In the low-temperature annealing step, the material's temperature is 240° C. to 350° C. This temperature relates to whether or not μ phase is formed, and does not relate to the temperature range (575° C. to 510° C.) where the amount of γ phase is reduced. This way, the material's temperature in the low-temperature annealing step does not relate to an increase or decrease in the amount of γ phase. Therefore, when the low-temperature annealing step is performed after the hot working step or the heat treatment (annealing) step (the low-temperature annealing step is the final step among the steps of heating the copper alloy), the conditions of the low-temperature annealing step and the heating conditions and cooling conditions of the step before the low-temperature annealing step (the step of heating the copper alloy immediately before the low-temperature annealing step) are both important, and it is necessary that the low-temperature annealing step and the step before the low-temperature annealing step satisfy the above-described heating conditions and the cooling conditions. Specifically, the heating conditions and cooling conditions of the step that is performed last among the hot working steps and the heat treatment (annealing) steps performed before the low-temperature annealing step are important, and it is necessary that the above-described heating conditions and cooling conditions are satisfied.
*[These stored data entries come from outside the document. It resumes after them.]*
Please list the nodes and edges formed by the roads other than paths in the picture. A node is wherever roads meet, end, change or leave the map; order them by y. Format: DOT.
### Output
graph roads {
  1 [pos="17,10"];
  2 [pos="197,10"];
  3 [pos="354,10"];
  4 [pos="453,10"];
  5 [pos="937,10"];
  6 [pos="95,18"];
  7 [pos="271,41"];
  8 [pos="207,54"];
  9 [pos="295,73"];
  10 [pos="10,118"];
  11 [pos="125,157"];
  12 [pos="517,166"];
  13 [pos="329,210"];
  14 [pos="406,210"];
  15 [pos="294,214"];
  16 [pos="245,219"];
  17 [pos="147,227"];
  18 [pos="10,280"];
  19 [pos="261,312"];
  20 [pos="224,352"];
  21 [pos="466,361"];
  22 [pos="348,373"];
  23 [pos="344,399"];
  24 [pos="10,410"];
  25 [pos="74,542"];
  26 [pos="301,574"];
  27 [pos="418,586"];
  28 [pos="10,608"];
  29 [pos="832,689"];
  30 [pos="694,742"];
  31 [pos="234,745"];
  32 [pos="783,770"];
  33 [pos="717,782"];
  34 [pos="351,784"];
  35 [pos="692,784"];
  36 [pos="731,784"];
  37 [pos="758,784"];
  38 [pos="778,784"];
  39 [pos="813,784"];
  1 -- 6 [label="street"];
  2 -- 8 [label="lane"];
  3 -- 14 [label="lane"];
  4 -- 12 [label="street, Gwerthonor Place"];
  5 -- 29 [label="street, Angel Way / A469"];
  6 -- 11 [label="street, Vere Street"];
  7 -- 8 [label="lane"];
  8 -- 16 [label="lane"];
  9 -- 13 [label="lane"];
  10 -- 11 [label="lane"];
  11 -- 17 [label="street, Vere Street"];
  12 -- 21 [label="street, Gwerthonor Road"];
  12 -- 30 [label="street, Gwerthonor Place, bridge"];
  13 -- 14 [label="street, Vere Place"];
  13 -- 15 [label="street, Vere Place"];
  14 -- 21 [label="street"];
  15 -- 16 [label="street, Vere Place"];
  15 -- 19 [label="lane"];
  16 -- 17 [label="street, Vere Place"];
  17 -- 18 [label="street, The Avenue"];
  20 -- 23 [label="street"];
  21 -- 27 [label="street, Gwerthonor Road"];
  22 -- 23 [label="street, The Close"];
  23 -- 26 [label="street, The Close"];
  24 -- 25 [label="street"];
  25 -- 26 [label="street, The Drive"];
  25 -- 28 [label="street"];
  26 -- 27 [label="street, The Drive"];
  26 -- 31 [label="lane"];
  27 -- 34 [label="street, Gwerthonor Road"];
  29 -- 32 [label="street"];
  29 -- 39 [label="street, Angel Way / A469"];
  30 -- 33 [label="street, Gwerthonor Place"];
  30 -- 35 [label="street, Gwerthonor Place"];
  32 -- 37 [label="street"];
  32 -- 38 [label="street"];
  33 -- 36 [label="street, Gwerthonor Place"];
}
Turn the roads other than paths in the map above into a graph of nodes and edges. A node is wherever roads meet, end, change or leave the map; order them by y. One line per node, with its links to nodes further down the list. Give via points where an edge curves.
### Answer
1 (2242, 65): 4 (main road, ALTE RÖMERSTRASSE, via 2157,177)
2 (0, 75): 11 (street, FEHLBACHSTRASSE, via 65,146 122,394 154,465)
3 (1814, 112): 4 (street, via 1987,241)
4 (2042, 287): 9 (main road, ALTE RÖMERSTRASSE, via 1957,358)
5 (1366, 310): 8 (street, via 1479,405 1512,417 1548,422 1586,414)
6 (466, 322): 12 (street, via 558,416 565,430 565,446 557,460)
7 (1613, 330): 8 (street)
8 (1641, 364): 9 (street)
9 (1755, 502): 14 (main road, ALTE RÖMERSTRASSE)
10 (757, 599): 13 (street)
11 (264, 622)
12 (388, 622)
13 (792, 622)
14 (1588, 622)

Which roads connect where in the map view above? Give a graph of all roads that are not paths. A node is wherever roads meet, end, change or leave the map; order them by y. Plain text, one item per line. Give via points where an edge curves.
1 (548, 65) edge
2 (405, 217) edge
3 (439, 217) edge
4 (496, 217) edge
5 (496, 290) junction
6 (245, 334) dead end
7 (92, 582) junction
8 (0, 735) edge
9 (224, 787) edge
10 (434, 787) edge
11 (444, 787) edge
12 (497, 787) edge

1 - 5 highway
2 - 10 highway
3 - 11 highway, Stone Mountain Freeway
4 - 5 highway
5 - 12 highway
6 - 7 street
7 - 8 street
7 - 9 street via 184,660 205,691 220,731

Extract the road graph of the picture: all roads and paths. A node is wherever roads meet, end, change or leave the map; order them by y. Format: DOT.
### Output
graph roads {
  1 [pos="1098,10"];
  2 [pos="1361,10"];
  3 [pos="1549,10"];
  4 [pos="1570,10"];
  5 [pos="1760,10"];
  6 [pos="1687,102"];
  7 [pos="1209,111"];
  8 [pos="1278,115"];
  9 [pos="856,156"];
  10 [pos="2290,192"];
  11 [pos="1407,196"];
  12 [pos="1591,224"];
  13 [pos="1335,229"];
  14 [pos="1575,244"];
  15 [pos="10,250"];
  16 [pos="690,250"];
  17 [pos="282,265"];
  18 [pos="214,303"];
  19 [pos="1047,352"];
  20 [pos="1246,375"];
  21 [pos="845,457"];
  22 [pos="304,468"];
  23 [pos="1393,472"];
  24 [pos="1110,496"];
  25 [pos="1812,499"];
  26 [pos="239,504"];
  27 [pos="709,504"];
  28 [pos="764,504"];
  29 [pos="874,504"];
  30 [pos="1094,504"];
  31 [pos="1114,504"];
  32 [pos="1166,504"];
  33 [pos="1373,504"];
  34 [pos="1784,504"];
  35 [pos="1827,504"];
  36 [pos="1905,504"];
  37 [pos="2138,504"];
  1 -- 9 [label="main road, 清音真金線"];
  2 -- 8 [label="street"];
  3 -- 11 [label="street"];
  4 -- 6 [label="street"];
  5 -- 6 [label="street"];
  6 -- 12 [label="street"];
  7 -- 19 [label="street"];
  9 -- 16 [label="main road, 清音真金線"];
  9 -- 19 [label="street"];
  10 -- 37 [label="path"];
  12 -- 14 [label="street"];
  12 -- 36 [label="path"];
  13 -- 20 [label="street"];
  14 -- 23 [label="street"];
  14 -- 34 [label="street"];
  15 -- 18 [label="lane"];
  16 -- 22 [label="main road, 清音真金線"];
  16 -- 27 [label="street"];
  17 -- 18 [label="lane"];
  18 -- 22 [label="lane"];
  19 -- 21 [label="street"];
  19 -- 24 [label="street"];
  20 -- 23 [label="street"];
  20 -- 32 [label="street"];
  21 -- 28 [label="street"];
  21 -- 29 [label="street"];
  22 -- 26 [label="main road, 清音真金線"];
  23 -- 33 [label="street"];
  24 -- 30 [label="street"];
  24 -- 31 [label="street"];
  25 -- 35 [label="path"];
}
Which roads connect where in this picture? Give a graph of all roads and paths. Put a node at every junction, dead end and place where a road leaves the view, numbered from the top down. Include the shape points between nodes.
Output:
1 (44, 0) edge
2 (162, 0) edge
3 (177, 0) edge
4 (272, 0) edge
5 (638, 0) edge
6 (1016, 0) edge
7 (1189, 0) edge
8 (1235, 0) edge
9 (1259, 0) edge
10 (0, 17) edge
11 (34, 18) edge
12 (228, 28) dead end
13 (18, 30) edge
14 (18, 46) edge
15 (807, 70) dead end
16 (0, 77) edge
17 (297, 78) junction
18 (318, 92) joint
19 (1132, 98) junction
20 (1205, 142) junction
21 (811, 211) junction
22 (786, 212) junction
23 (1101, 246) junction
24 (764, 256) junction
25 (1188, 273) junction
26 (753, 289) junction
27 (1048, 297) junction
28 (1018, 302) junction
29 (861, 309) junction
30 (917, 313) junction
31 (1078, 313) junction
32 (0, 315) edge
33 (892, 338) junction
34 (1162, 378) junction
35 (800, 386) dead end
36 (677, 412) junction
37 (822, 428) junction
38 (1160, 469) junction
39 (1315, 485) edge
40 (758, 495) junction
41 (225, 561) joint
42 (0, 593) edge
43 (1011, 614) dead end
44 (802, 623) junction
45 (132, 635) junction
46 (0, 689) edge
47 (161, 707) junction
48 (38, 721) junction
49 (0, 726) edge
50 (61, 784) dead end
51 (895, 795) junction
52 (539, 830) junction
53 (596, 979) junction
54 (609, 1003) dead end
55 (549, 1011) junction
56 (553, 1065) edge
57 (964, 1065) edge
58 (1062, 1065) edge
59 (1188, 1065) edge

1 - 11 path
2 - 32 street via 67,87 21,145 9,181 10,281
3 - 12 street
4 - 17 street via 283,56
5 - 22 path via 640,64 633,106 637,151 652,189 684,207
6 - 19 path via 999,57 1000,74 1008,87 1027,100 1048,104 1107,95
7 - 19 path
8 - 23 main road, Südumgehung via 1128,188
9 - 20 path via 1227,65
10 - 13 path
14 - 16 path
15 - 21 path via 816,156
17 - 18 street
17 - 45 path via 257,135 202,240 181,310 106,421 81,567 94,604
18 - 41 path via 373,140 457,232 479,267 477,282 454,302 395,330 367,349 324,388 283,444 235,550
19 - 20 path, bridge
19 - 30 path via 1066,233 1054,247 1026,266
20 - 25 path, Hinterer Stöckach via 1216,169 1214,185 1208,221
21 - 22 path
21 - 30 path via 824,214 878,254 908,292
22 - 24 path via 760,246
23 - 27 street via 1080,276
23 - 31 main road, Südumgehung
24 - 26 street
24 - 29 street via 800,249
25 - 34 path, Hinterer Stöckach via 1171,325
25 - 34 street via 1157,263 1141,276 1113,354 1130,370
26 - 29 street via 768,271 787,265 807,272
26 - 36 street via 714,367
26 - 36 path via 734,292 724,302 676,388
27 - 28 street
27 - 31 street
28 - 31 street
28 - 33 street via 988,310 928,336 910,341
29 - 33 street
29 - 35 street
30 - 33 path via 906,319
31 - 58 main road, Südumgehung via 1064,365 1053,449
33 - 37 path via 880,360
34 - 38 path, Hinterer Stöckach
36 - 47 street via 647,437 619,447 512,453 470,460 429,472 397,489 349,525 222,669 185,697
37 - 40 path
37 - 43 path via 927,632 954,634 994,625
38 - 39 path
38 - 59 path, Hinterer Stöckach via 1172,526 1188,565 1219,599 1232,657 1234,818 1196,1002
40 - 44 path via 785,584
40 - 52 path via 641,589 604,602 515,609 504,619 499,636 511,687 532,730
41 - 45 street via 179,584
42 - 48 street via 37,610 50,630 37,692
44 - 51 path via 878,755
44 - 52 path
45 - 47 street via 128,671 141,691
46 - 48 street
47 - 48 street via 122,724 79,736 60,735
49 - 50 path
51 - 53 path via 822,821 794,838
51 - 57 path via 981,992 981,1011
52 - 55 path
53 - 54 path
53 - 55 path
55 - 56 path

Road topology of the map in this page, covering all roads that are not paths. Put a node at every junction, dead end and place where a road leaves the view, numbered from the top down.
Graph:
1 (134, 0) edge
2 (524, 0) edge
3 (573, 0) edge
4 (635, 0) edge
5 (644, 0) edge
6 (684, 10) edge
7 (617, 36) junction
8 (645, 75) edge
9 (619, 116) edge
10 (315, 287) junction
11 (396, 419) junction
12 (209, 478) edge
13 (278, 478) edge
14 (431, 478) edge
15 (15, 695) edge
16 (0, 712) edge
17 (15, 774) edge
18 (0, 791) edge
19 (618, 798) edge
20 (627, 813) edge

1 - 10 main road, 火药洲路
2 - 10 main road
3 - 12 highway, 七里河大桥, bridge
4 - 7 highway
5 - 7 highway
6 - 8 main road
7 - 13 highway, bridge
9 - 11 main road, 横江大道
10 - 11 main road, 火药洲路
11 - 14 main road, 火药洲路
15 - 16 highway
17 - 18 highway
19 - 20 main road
When the hot working step or the heat treatment (annealing) step is performed after the low-temperature annealing step, as described above, the step that is performed last among the hot working steps and the heat treatment (annealing) steps is important, and it is necessary that the above-described heating conditions and cooling conditions are satisfied. The hot working step or the heat treatment (annealing) step may be performed before or after the low-temperature annealing step.
In the free-cutting alloy according to the first or second embodiment of the present invention having the above-described constitution, the alloy composition, the composition relational expressions, the metallographic structure, and the metallographic structure relational expressions are defined as described above. Therefore, corrosion resistance in a harsh environment, cavitation resistance, erosion-corrosion resistance, wear resistance, impact resistance, normal-temperature strength, and high-temperature properties are excellent. In addition, even if the Pb content is low, excellent machinability can be obtained.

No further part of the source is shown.